ITEM 5.07 SUBMISSION OF A MATTER TO A VOTE OF SECURITY HOLDERS.

On October 30, 2023, the Company held a Special Meeting of Stockholders (the "Special Meeting"). The record date for the stockholders entitled to notice of, and to vote at, the Special Meeting was October 18 2023. At the close of business on that date, the Company had 3,074,568 shares of common stock issued and outstanding and entitled to be voted at the Special Meeting. Of the 3,074,568 shares of common stock issued and outstanding and entitled to be voted at the Special Meeting, 2,758,495 shares (or 89.72%), constituting a quorum, were represented in person or by proxy at the Special Meeting. At the Special Meeting, five proposals were submitted to the Company's stockholders. The proposals are described in more detail in the Company's definitive proxy statement/prospectus filed with the U.S. Securities and Exchange Commission on October 20, 2023. The Adjournment Proposal (Proposal 5) was not voted on at the Special Meeting. The final voting results were as follows:

1.Business Combination Proposal--a proposal to approve and adopt the Agreement and Plan of Merger, dated as of June 28, 2022, amended on November 27, 2022 and further amended on April 28, 2023 (referred to as the "Business Combination Agreement"), by and among American Acquisition Opportunity, Royalty Management Corporation, a Indiana corporation ("Royalty"), and Royalty Merger Sub, Inc., an Indiana corporation and a wholly owned subsidiary of American Acquisition Opportunity ("Merger Sub"), and the transactions contemplated thereby, pursuant to which American Acquisition Opportunity will issue shares of its Class A common stock, par value $0.0001 per share of ("American Acquisition Opportunity Class A Common Stock") to holders of the common stock, par value $0.001 per share of Royalty and Merger Sub will merge with and into Royalty, with Royalty surviving the merger and becoming a wholly-owned direct subsidiary of American Acquisition Opportunity. This proposal is referred to as the "Business Combination Proposal."
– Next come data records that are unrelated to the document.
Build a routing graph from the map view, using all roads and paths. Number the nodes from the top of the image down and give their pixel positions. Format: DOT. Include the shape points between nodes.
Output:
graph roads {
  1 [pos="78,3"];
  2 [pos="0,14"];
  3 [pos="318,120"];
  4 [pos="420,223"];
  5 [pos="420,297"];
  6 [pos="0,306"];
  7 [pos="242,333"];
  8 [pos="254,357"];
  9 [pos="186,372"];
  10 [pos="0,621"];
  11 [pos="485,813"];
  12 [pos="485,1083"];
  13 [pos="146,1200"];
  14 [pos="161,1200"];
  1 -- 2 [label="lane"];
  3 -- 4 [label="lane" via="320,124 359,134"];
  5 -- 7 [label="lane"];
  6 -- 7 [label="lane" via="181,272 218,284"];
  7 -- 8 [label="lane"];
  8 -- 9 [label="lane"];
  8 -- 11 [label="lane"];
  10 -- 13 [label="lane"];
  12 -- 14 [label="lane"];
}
Stockholders approved the Business Combination Approval. The voting results were as follows:

FOR

AGAINST

ABSTAIN

2,747,946

10,449

100

2. Charter Proposal -- to approve an amended and restated certificate of incorporation of American Acquisition Opportunity, a copy of which is attached to the proxy statement/prospectus filed with the United States Securities and Exchange Commission (the "SEC") on October 20, 2023 as Annex B(the "Amended Charter"). This proposal is referred to as the "Charter Proposal."
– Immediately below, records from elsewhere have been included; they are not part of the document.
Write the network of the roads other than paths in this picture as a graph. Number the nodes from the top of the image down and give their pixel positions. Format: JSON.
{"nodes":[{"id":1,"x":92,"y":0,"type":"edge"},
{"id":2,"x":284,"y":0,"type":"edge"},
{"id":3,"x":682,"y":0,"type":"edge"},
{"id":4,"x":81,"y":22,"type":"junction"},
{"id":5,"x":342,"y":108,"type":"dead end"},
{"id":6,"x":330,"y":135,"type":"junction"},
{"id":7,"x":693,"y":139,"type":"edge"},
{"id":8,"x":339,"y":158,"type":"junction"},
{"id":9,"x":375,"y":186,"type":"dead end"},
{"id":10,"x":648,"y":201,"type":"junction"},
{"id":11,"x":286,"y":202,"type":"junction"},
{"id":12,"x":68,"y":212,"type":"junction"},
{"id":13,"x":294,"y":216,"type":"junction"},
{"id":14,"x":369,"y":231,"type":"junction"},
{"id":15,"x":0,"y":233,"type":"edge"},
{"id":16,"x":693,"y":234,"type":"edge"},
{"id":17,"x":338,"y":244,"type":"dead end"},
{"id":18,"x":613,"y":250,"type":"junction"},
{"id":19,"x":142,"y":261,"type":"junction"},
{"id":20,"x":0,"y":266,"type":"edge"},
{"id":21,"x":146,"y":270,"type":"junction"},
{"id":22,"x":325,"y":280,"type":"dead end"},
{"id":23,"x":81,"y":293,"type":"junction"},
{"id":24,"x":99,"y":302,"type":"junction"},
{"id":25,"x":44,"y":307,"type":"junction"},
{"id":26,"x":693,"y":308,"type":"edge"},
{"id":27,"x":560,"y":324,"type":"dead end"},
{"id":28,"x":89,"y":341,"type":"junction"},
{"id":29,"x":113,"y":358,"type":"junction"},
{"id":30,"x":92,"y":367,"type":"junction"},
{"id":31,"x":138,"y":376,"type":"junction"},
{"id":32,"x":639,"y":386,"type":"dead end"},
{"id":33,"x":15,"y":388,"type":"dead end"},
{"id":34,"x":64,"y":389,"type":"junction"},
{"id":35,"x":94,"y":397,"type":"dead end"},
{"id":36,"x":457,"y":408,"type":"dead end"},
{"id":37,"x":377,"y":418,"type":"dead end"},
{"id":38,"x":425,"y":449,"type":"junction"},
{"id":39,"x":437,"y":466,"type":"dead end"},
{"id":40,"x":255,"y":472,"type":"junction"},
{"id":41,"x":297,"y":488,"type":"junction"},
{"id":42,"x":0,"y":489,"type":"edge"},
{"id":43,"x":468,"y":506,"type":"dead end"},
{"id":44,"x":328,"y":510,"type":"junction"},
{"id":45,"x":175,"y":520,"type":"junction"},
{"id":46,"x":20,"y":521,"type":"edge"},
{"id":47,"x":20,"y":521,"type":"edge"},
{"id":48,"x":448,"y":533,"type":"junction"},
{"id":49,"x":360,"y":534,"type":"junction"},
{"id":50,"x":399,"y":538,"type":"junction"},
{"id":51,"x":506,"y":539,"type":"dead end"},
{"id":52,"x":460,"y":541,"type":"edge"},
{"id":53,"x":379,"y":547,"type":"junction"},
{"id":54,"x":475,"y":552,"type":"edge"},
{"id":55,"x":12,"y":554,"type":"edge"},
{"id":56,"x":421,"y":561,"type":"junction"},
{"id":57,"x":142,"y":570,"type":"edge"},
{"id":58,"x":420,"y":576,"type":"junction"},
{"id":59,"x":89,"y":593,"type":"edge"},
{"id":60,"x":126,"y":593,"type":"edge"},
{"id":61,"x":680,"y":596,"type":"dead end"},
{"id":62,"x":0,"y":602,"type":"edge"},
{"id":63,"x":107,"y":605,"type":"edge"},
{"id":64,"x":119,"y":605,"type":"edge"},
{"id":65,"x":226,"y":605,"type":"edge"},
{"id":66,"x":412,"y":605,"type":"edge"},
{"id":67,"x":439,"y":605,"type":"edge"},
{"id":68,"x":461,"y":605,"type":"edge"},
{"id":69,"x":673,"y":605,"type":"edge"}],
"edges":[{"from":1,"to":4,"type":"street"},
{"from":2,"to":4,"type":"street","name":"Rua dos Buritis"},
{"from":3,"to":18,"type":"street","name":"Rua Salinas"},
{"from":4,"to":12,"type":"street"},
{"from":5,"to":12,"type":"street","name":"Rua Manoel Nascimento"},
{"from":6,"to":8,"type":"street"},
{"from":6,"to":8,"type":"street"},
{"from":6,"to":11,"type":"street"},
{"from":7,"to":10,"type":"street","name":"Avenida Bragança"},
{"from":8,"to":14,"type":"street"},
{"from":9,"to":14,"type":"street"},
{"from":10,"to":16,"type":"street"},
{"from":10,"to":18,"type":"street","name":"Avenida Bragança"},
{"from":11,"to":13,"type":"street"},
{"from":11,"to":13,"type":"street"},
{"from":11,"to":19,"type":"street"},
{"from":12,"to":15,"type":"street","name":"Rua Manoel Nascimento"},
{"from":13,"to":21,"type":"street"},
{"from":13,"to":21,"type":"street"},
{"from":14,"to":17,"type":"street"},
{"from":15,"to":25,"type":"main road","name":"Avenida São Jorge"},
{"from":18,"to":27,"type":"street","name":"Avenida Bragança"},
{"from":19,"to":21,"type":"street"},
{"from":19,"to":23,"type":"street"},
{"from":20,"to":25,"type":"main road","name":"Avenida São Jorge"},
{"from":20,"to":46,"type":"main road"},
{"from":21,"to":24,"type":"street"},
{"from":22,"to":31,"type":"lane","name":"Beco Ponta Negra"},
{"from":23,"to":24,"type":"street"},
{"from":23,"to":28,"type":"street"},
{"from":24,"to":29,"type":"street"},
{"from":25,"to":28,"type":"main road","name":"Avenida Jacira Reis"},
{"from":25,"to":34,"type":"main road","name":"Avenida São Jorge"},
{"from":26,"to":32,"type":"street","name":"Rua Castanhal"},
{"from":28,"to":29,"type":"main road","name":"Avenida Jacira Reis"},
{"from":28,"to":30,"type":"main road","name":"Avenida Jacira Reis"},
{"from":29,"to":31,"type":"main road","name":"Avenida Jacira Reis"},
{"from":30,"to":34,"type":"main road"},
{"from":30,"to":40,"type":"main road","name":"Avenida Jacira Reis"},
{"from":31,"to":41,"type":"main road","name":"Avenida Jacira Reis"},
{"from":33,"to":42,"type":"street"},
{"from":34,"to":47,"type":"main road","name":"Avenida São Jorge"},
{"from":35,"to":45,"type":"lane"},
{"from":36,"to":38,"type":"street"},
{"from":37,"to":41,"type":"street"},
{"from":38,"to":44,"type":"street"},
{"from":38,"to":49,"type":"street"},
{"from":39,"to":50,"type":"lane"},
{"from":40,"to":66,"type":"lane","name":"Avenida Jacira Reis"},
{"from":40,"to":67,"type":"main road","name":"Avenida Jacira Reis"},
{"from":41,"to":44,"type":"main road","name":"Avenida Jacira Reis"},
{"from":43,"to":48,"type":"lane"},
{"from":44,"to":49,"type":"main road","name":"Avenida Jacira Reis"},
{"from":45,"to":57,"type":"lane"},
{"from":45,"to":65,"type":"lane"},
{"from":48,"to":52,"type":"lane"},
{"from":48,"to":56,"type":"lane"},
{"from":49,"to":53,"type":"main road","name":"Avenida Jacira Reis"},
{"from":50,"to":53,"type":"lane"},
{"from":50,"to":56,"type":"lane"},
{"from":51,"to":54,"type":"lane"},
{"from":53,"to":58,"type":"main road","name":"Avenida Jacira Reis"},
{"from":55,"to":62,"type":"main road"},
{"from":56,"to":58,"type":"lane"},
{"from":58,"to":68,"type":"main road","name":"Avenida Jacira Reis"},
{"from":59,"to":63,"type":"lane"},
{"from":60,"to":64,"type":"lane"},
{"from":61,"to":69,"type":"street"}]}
Stockholders approved the Charter Proposal. The voting results were as follows:

FOR

AGAINST

ABSTAIN

2,747,946

10,449

100

3.Advisory Charter Proposals-- to consider and vote upon, on a non-binding advisory basis, five separate governance proposals relating to material differences between American Acquisition Opportunity's amended and restated certificate of incorporation and the Amended Charter to be in effect upon the completion of the Business Combination in accordance with the requirements of the SEC. These proposals are referred to as the "Advisory Proposals" or "Advisory Proposals 3A-3E."
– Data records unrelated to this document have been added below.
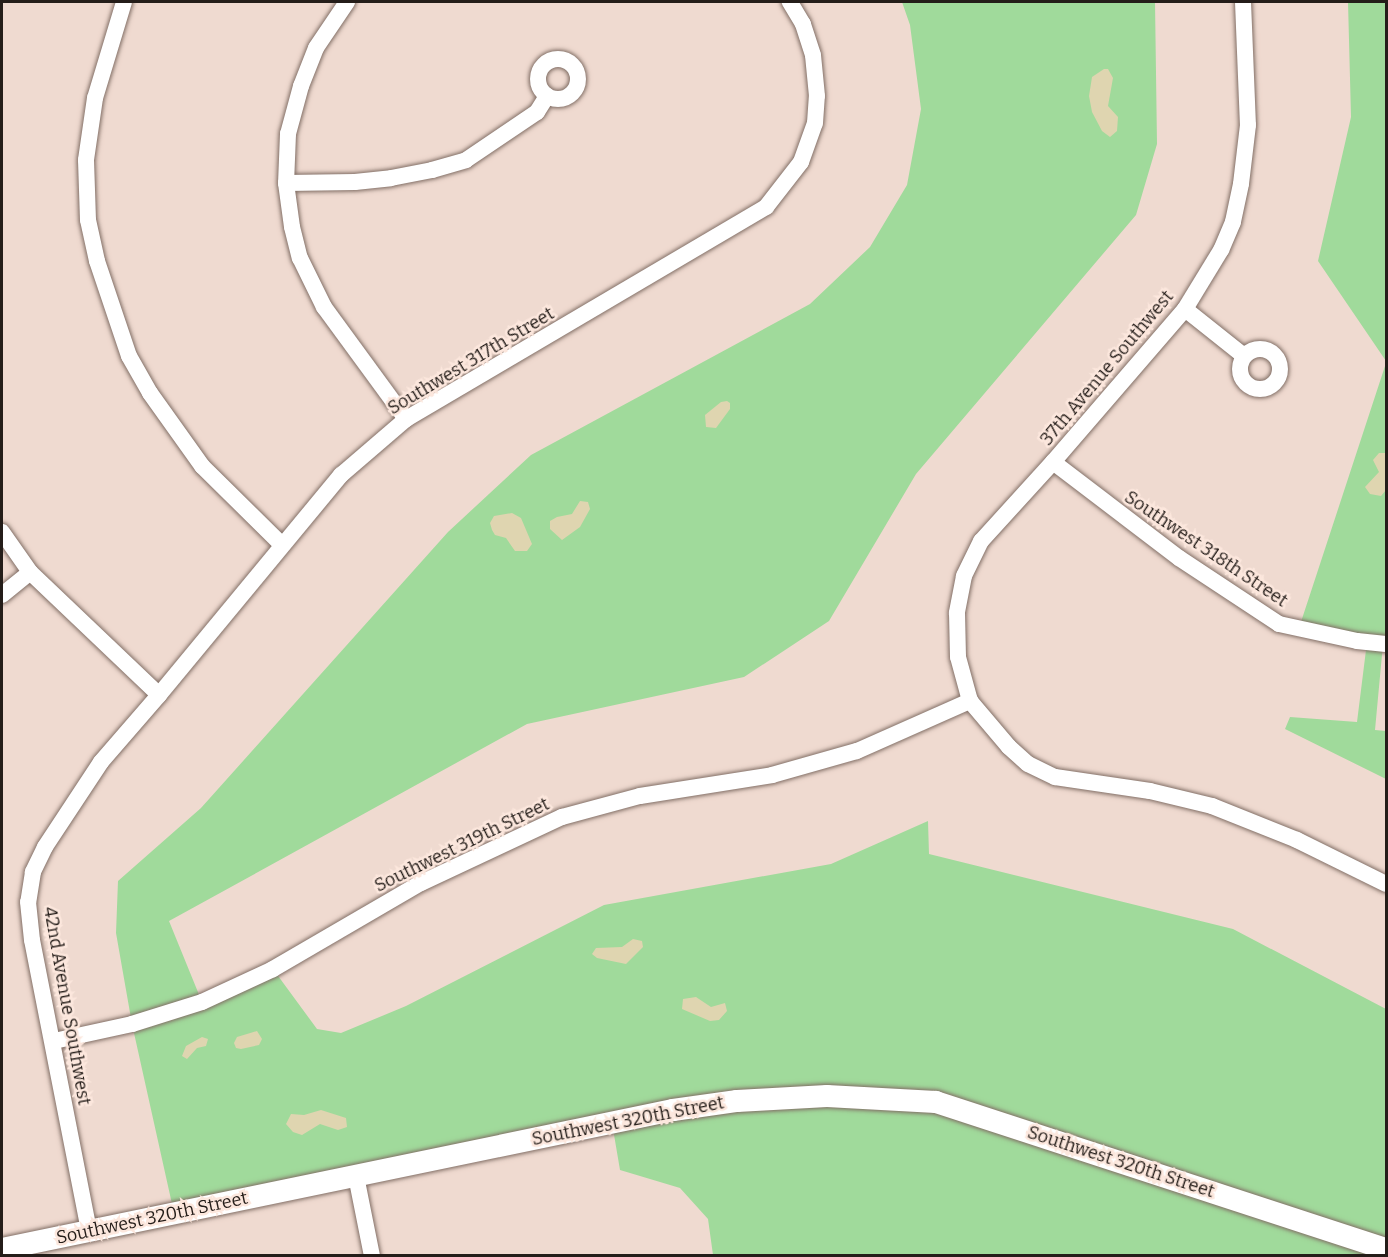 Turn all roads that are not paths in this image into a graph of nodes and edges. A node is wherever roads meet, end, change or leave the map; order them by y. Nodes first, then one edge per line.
1 (123, 2) edge
2 (347, 2) edge
3 (790, 2) edge
4 (1243, 2) edge
5 (547, 96) dead end
6 (286, 183) junction
7 (1185, 309) junction
8 (1244, 356) dead end
9 (406, 419) junction
10 (1053, 462) junction
11 (2, 532) edge
12 (281, 544) junction
13 (30, 572) junction
14 (2, 595) edge
15 (1386, 644) edge
16 (159, 695) junction
17 (970, 701) junction
18 (1386, 885) edge
19 (54, 1041) junction
20 (356, 1176) junction
21 (88, 1231) junction
22 (2, 1249) edge
23 (1386, 1249) edge
24 (372, 1256) edge

1 - 12 street
2 - 6 street
3 - 9 street, Southwest 317th Street
4 - 7 street, 37th Avenue Southwest
5 - 6 street
6 - 9 street
7 - 8 street
7 - 10 street, 37th Avenue Southwest
9 - 12 street, Southwest 317th Street
10 - 15 street, Southwest 318th Street
10 - 17 street, 37th Avenue Southwest
11 - 13 street
12 - 16 street, Southwest 317th Street
13 - 14 street
13 - 16 street
16 - 19 street, 42nd Avenue Southwest
17 - 18 street
17 - 19 street, Southwest 319th Street
19 - 21 street, 42nd Avenue Southwest
20 - 21 main road, Southwest 320th Street
20 - 23 main road, Southwest 320th Street
20 - 24 street
21 - 22 main road, Southwest 320th Street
Stockholders approved the Advisory Charter Proposals. The voting results were as follows:

Advisory Proposal 3A: Elimination of Dual-Class Common Charter Amendment - to eliminate the dual classes of American Acquisition Opportunity Common Stock authorized so that the only class of common stock will be the Class A Common Stock; and

FOR

AGAINST

ABSTAIN

2,747,946

10,449

100

2

Advisory Proposal 3B: Name Change Amendment - to change American Acquisition Opportunity's name to "Royalty Management Holding Corporation"; and

FOR

AGAINST

ABSTAIN

2,747,946

10,449

100

Advisory Proposal 3C:Actions by Stockholders Charter Amendment - to require that stockholders only act at annual and special meeting of the corporation and not by written consent; and

FOR

AGAINST

ABSTAIN

2,746,946

10,449

1,100

Advisory Proposal 3D: Corporate Opportunity Charter Amendment - to eliminate the current limitations in place on the corporate opportunity doctrine; and

FOR

AGAINST

ABSTAIN

2,746,946

10,449

1,100

Proposal 3E: Additional Charter Amendments - to approve all other changes including eliminating certain provisions related to special purpose acquisition corporations that will no longer be relevant following the closing of the Business Combination.

FOR

AGAINST

ABSTAIN

2,747,946

10,449

100

4. Nasdaq Proposal -- to approve, for purposes of complying with applicable listing rules of The Nasdaq Stock Market LLC, the issuance of American Acquisition Opportunity Common Stock to Royalty's stockholders pursuant to the Business Combination Agreement. This proposal is referred to as the "Nasdaq Proposal."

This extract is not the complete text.